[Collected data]
--------------------
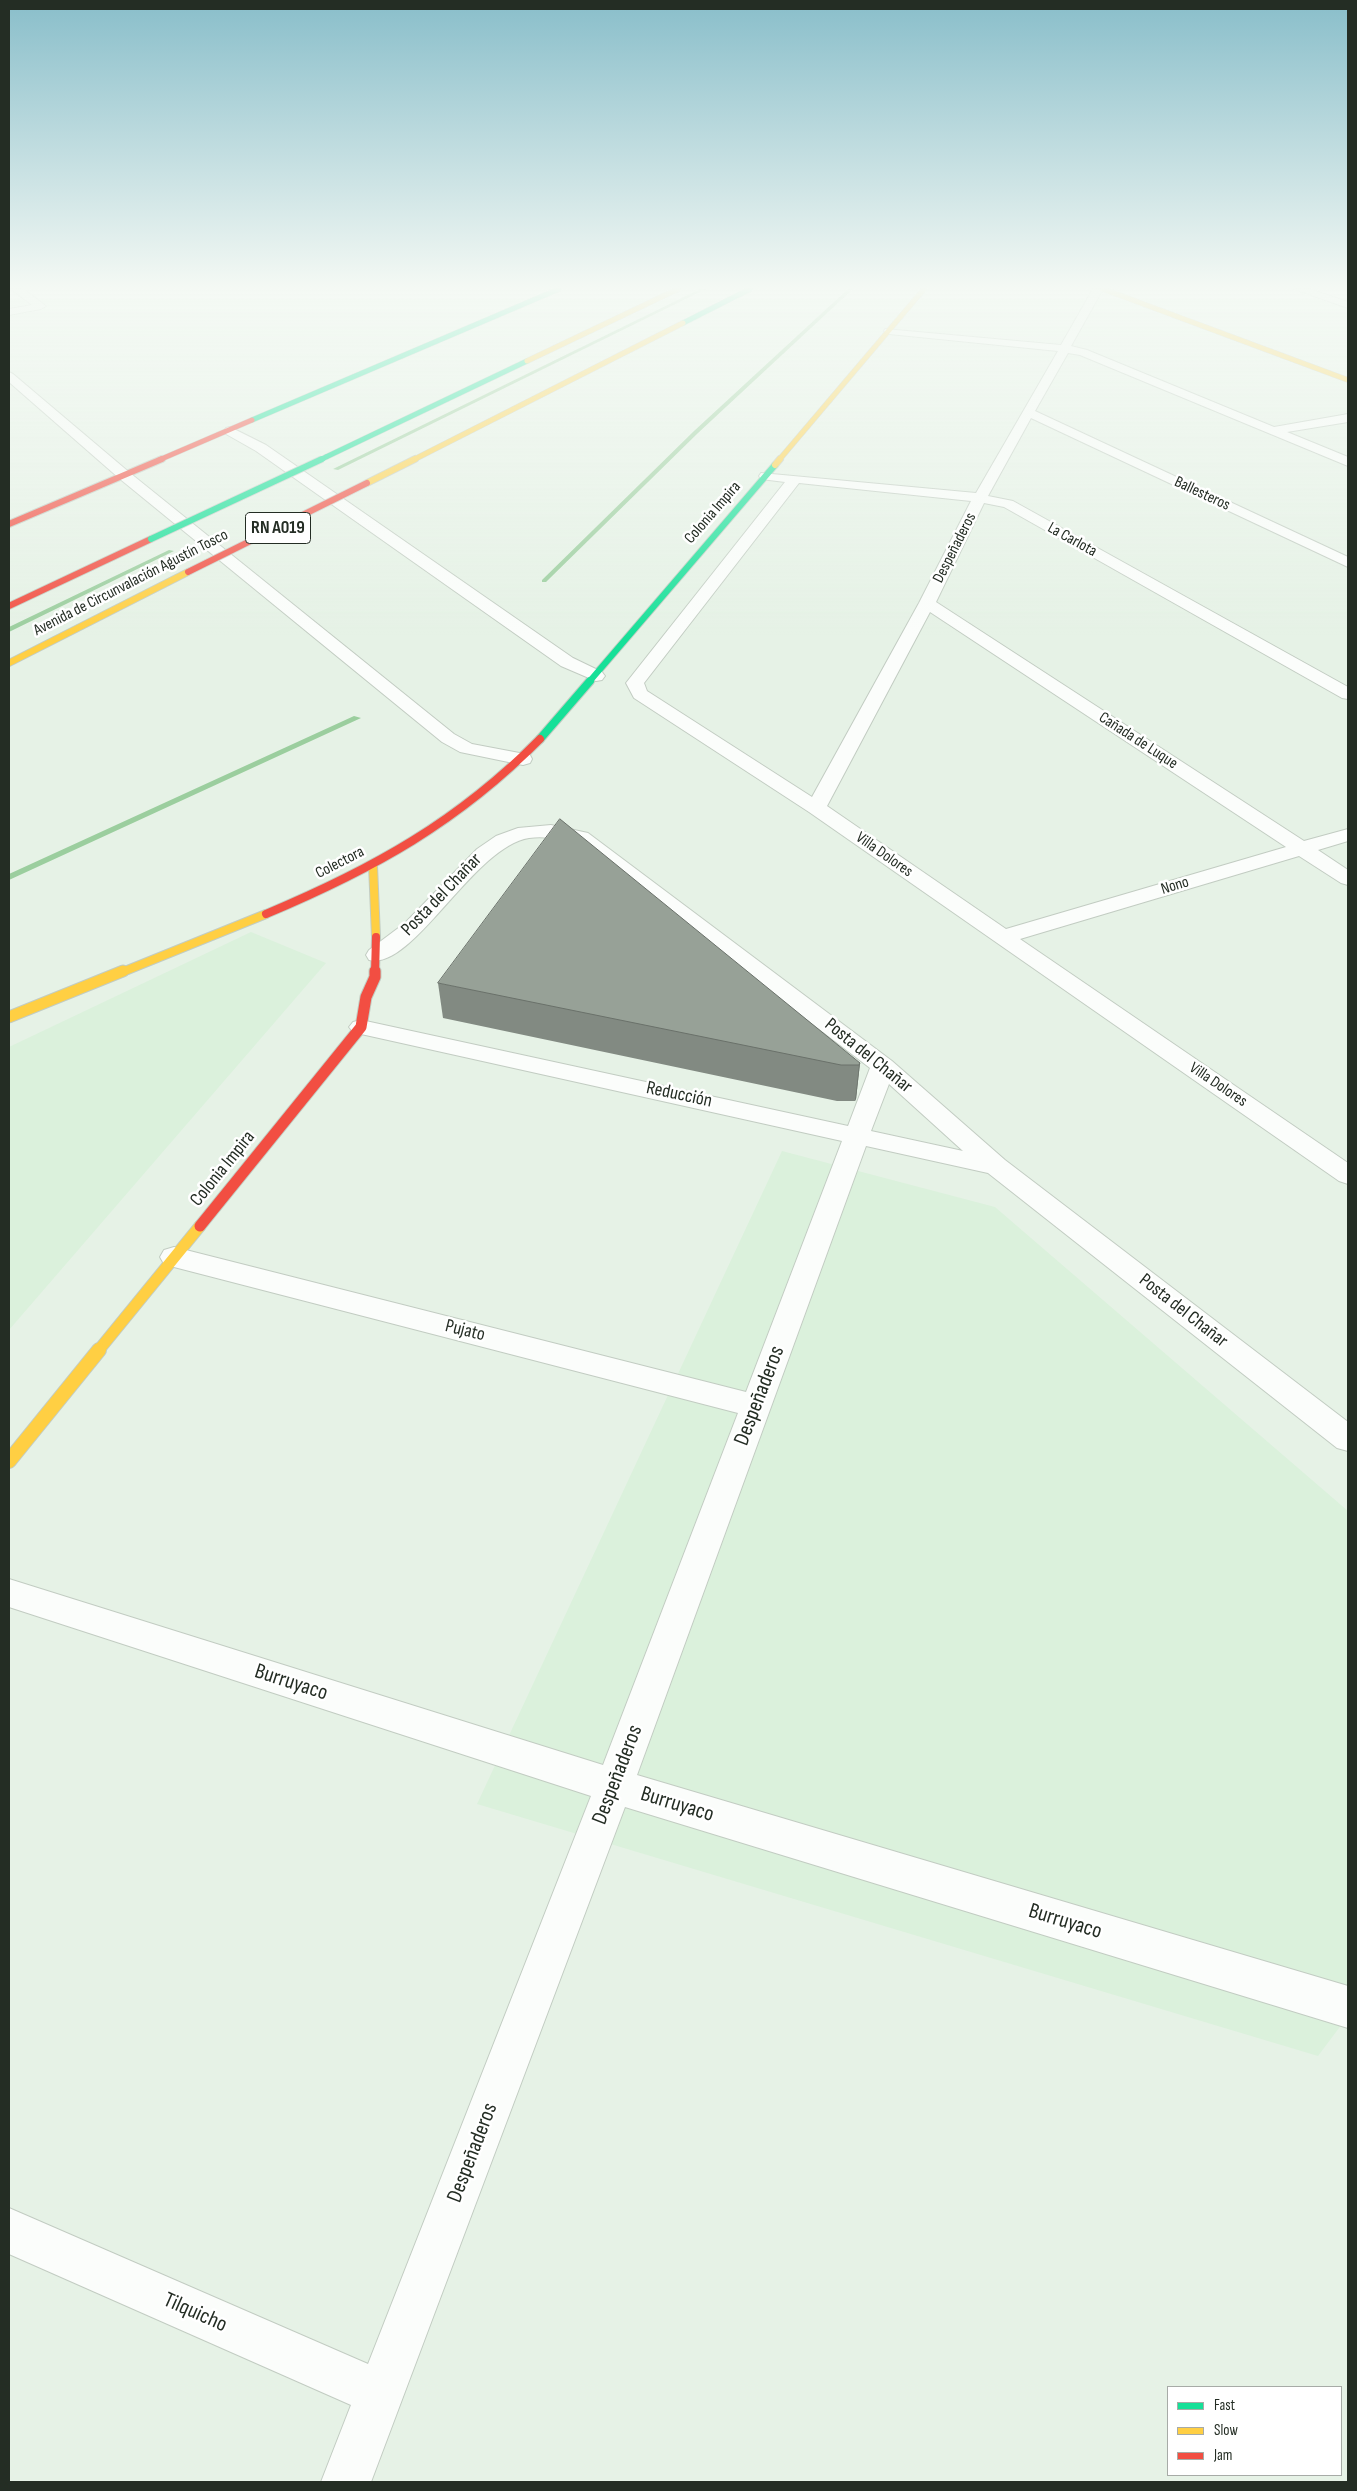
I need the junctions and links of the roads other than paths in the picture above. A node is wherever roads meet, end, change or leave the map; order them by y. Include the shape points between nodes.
1 (43, 405) edge
2 (290, 405) edge
3 (434, 405) edge
4 (521, 405) edge
5 (826, 405) edge
6 (1032, 405) edge
7 (1213, 405) edge
8 (1028, 412) junction
9 (1348, 418) edge
10 (1274, 430) junction
11 (230, 431) junction
12 (1348, 462) edge
13 (125, 476) junction
14 (766, 476) junction
15 (795, 479) junction
16 (980, 498) junction
17 (9, 524) edge
18 (1348, 563) edge
19 (927, 603) junction
20 (9, 606) edge
21 (622, 642) joint
22 (9, 663) edge
23 (1348, 674) edge
24 (596, 676) junction
25 (1324, 680) junction
26 (1348, 694) edge
27 (523, 759) junction
28 (816, 808) junction
29 (1348, 835) edge
30 (1302, 848) junction
31 (373, 865) junction
32 (1348, 879) edge
33 (1003, 937) junction
34 (377, 956) junction
35 (9, 1017) edge
36 (361, 1027) junction
37 (883, 1066) junction
38 (859, 1134) junction
39 (996, 1166) junction
40 (1348, 1175) edge
41 (174, 1257) junction
42 (756, 1406) junction
43 (1348, 1439) edge
44 (9, 1462) edge
45 (9, 1594) edge
46 (614, 1786) junction
47 (1348, 2007) edge
48 (9, 2232) edge
49 (381, 2394) junction
50 (346, 2482) edge

1 - 13 street
2 - 11 main road
3 - 20 main road, Avenida de Circunvalación Agustín Tosco / RN A019, bridge
4 - 22 main road, Avenida de Circunvalación Agustín Tosco / RN A019, bridge
5 - 14 main road, Colonia Impira
6 - 8 street, Despeñaderos
7 - 10 street
8 - 16 street, Despeñaderos
8 - 18 street, Ballesteros
9 - 10 street
10 - 12 street
11 - 13 main road
11 - 24 street via 261,448 567,662
13 - 17 main road
13 - 27 street via 448,738 467,748
14 - 15 street, La Carlota
14 - 21 main road, Colonia Impira
15 - 16 street, La Carlota
15 - 28 street, Villa Dolores via 636,683 640,694
16 - 19 street, Despeñaderos
16 - 25 street, La Carlota via 1008,504
19 - 28 street, Despeñaderos
19 - 30 street, Cañada de Luque
21 - 24 main road, Colectora
23 - 25 street
24 - 27 main road, Colectora
25 - 26 street, La Carlota
27 - 31 main road, Colectora via 463,810
28 - 33 street, Villa Dolores
29 - 30 street, Nono
30 - 32 street, Cañada de Luque
30 - 33 street, Nono
31 - 34 main road, Colonia Impira
31 - 35 main road, Colectora via 295,903
33 - 40 street, Villa Dolores
34 - 36 main road, Colonia Impira via 375,978 366,997
34 - 37 street, Posta del Chañar via 412,929 485,850 527,831 565,832 581,837
36 - 38 street, Reducción
36 - 41 main road, Colonia Impira
37 - 38 street, Despeñaderos
37 - 39 street, Posta del Chañar
38 - 39 street, Reducción
38 - 42 street, Despeñaderos
39 - 43 street, Posta del Chañar
41 - 42 street, Pujato
41 - 44 main road, Colonia Impira
42 - 46 street, Despeñaderos
45 - 46 street, Burruyaco
46 - 47 street, Burruyaco
46 - 49 street, Despeñaderos
48 - 49 street, Tilquicho
49 - 50 street, Despeñaderos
--------------------
▸ PROBLEM: Please reproduce each entry exactly as given and omit the pictures.

▸ OUTPUT OF THE TASK:
I need the junctions and links of the roads other than paths in the picture above. A node is wherever roads meet, end, change or leave the map; order them by y. Include the shape points between nodes.
1 (43, 405) edge
2 (290, 405) edge
3 (434, 405) edge
4 (521, 405) edge
5 (826, 405) edge
6 (1032, 405) edge
7 (1213, 405) edge
8 (1028, 412) junction
9 (1348, 418) edge
10 (1274, 430) junction
11 (230, 431) junction
12 (1348, 462) edge
13 (125, 476) junction
14 (766, 476) junction
15 (795, 479) junction
16 (980, 498) junction
17 (9, 524) edge
18 (1348, 563) edge
19 (927, 603) junction
20 (9, 606) edge
21 (622, 642) joint
22 (9, 663) edge
23 (1348, 674) edge
24 (596, 676) junction
25 (1324, 680) junction
26 (1348, 694) edge
27 (523, 759) junction
28 (816, 808) junction
29 (1348, 835) edge
30 (1302, 848) junction
31 (373, 865) junction
32 (1348, 879) edge
33 (1003, 937) junction
34 (377, 956) junction
35 (9, 1017) edge
36 (361, 1027) junction
37 (883, 1066) junction
38 (859, 1134) junction
39 (996, 1166) junction
40 (1348, 1175) edge
41 (174, 1257) junction
42 (756, 1406) junction
43 (1348, 1439) edge
44 (9, 1462) edge
45 (9, 1594) edge
46 (614, 1786) junction
47 (1348, 2007) edge
48 (9, 2232) edge
49 (381, 2394) junction
50 (346, 2482) edge

1 - 13 street
2 - 11 main road
3 - 20 main road, Avenida de Circunvalación Agustín Tosco / RN A019, bridge
4 - 22 main road, Avenida de Circunvalación Agustín Tosco / RN A019, bridge
5 - 14 main road, Colonia Impira
6 - 8 street, Despeñaderos
7 - 10 street
8 - 16 street, Despeñaderos
8 - 18 street, Ballesteros
9 - 10 street
10 - 12 street
11 - 13 main road
11 - 24 street via 261,448 567,662
13 - 17 main road
13 - 27 street via 448,738 467,748
14 - 15 street, La Carlota
14 - 21 main road, Colonia Impira
15 - 16 street, La Carlota
15 - 28 street, Villa Dolores via 636,683 640,694
16 - 19 street, Despeñaderos
16 - 25 street, La Carlota via 1008,504
19 - 28 street, Despeñaderos
19 - 30 street, Cañada de Luque
21 - 24 main road, Colectora
23 - 25 street
24 - 27 main road, Colectora
25 - 26 street, La Carlota
27 - 31 main road, Colectora via 463,810
28 - 33 street, Villa Dolores
29 - 30 street, Nono
30 - 32 street, Cañada de Luque
30 - 33 street, Nono
31 - 34 main road, Colonia Impira
31 - 35 main road, Colectora via 295,903
33 - 40 street, Villa Dolores
34 - 36 main road, Colonia Impira via 375,978 366,997
34 - 37 street, Posta del Chañar via 412,929 485,850 527,831 565,832 581,837
36 - 38 street, Reducción
36 - 41 main road, Colonia Impira
37 - 38 street, Despeñaderos
37 - 39 street, Posta del Chañar
38 - 39 street, Reducción
38 - 42 street, Despeñaderos
39 - 43 street, Posta del Chañar
41 - 42 street, Pujato
41 - 44 main road, Colonia Impira
42 - 46 street, Despeñaderos
45 - 46 street, Burruyaco
46 - 47 street, Burruyaco
46 - 49 street, Despeñaderos
48 - 49 street, Tilquicho
49 - 50 street, Despeñaderos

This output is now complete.